»»
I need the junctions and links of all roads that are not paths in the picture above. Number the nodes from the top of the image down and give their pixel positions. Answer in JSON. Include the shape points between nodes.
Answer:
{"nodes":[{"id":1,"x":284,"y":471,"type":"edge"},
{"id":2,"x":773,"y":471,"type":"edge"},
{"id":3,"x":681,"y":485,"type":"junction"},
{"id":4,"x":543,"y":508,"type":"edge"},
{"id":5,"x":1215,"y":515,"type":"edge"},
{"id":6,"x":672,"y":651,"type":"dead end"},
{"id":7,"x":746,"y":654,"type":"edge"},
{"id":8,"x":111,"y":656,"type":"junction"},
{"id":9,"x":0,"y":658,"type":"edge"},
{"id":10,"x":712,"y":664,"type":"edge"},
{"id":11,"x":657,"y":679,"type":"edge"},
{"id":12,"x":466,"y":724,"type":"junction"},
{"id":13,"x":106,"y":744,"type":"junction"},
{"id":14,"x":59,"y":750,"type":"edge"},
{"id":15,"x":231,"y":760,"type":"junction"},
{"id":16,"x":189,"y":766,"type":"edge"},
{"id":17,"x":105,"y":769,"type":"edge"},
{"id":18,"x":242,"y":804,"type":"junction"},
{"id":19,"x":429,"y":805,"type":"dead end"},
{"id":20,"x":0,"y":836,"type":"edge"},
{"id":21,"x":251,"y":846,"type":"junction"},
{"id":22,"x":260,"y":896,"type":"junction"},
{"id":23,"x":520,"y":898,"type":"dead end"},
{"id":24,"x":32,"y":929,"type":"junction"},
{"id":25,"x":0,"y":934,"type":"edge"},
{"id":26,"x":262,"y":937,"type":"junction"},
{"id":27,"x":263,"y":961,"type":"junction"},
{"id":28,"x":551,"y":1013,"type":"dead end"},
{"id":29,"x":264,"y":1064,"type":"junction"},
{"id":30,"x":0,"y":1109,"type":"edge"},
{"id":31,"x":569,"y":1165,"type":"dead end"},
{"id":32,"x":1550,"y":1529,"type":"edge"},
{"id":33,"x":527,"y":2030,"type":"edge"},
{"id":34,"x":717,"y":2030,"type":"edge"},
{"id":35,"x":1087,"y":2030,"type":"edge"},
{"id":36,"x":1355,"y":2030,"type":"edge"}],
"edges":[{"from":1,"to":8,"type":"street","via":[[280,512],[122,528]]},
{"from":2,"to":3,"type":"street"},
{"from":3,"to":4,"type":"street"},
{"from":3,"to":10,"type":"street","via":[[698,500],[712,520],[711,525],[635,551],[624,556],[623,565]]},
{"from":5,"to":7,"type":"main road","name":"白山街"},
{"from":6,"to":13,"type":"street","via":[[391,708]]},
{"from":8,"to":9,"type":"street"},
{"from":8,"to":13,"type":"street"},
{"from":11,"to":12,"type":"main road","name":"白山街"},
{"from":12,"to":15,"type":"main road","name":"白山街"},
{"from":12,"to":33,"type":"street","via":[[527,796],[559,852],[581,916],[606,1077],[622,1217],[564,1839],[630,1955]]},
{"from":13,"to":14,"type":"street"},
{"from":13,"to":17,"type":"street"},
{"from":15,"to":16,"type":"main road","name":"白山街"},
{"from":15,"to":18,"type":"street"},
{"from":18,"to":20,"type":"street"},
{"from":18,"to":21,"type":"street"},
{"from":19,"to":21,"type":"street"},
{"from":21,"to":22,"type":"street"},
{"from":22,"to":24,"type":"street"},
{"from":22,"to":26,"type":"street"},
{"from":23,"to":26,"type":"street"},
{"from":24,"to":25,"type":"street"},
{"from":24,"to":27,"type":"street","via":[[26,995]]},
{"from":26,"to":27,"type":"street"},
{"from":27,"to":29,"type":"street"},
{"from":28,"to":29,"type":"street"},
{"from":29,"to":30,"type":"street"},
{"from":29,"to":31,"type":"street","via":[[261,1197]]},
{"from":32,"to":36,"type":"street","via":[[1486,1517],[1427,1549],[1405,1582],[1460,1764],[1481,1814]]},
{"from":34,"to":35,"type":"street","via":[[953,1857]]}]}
««
Reproduce the material above in full, exactly.

I need the junctions and links of all roads that are not paths in the picture above. Number the nodes from the top of the image down and give their pixel positions. Answer in JSON. Include the shape points between nodes.
Answer:
{"nodes":[{"id":1,"x":284,"y":471,"type":"edge"},
{"id":2,"x":773,"y":471,"type":"edge"},
{"id":3,"x":681,"y":485,"type":"junction"},
{"id":4,"x":543,"y":508,"type":"edge"},
{"id":5,"x":1215,"y":515,"type":"edge"},
{"id":6,"x":672,"y":651,"type":"dead end"},
{"id":7,"x":746,"y":654,"type":"edge"},
{"id":8,"x":111,"y":656,"type":"junction"},
{"id":9,"x":0,"y":658,"type":"edge"},
{"id":10,"x":712,"y":664,"type":"edge"},
{"id":11,"x":657,"y":679,"type":"edge"},
{"id":12,"x":466,"y":724,"type":"junction"},
{"id":13,"x":106,"y":744,"type":"junction"},
{"id":14,"x":59,"y":750,"type":"edge"},
{"id":15,"x":231,"y":760,"type":"junction"},
{"id":16,"x":189,"y":766,"type":"edge"},
{"id":17,"x":105,"y":769,"type":"edge"},
{"id":18,"x":242,"y":804,"type":"junction"},
{"id":19,"x":429,"y":805,"type":"dead end"},
{"id":20,"x":0,"y":836,"type":"edge"},
{"id":21,"x":251,"y":846,"type":"junction"},
{"id":22,"x":260,"y":896,"type":"junction"},
{"id":23,"x":520,"y":898,"type":"dead end"},
{"id":24,"x":32,"y":929,"type":"junction"},
{"id":25,"x":0,"y":934,"type":"edge"},
{"id":26,"x":262,"y":937,"type":"junction"},
{"id":27,"x":263,"y":961,"type":"junction"},
{"id":28,"x":551,"y":1013,"type":"dead end"},
{"id":29,"x":264,"y":1064,"type":"junction"},
{"id":30,"x":0,"y":1109,"type":"edge"},
{"id":31,"x":569,"y":1165,"type":"dead end"},
{"id":32,"x":1550,"y":1529,"type":"edge"},
{"id":33,"x":527,"y":2030,"type":"edge"},
{"id":34,"x":717,"y":2030,"type":"edge"},
{"id":35,"x":1087,"y":2030,"type":"edge"},
{"id":36,"x":1355,"y":2030,"type":"edge"}],
"edges":[{"from":1,"to":8,"type":"street","via":[[280,512],[122,528]]},
{"from":2,"to":3,"type":"street"},
{"from":3,"to":4,"type":"street"},
{"from":3,"to":10,"type":"street","via":[[698,500],[712,520],[711,525],[635,551],[624,556],[623,565]]},
{"from":5,"to":7,"type":"main road","name":"白山街"},
{"from":6,"to":13,"type":"street","via":[[391,708]]},
{"from":8,"to":9,"type":"street"},
{"from":8,"to":13,"type":"street"},
{"from":11,"to":12,"type":"main road","name":"白山街"},
{"from":12,"to":15,"type":"main road","name":"白山街"},
{"from":12,"to":33,"type":"street","via":[[527,796],[559,852],[581,916],[606,1077],[622,1217],[564,1839],[630,1955]]},
{"from":13,"to":14,"type":"street"},
{"from":13,"to":17,"type":"street"},
{"from":15,"to":16,"type":"main road","name":"白山街"},
{"from":15,"to":18,"type":"street"},
{"from":18,"to":20,"type":"street"},
{"from":18,"to":21,"type":"street"},
{"from":19,"to":21,"type":"street"},
{"from":21,"to":22,"type":"street"},
{"from":22,"to":24,"type":"street"},
{"from":22,"to":26,"type":"street"},
{"from":23,"to":26,"type":"street"},
{"from":24,"to":25,"type":"street"},
{"from":24,"to":27,"type":"street","via":[[26,995]]},
{"from":26,"to":27,"type":"street"},
{"from":27,"to":29,"type":"street"},
{"from":28,"to":29,"type":"street"},
{"from":29,"to":30,"type":"street"},
{"from":29,"to":31,"type":"street","via":[[261,1197]]},
{"from":32,"to":36,"type":"street","via":[[1486,1517],[1427,1549],[1405,1582],[1460,1764],[1481,1814]]},
{"from":34,"to":35,"type":"street","via":[[953,1857]]}]}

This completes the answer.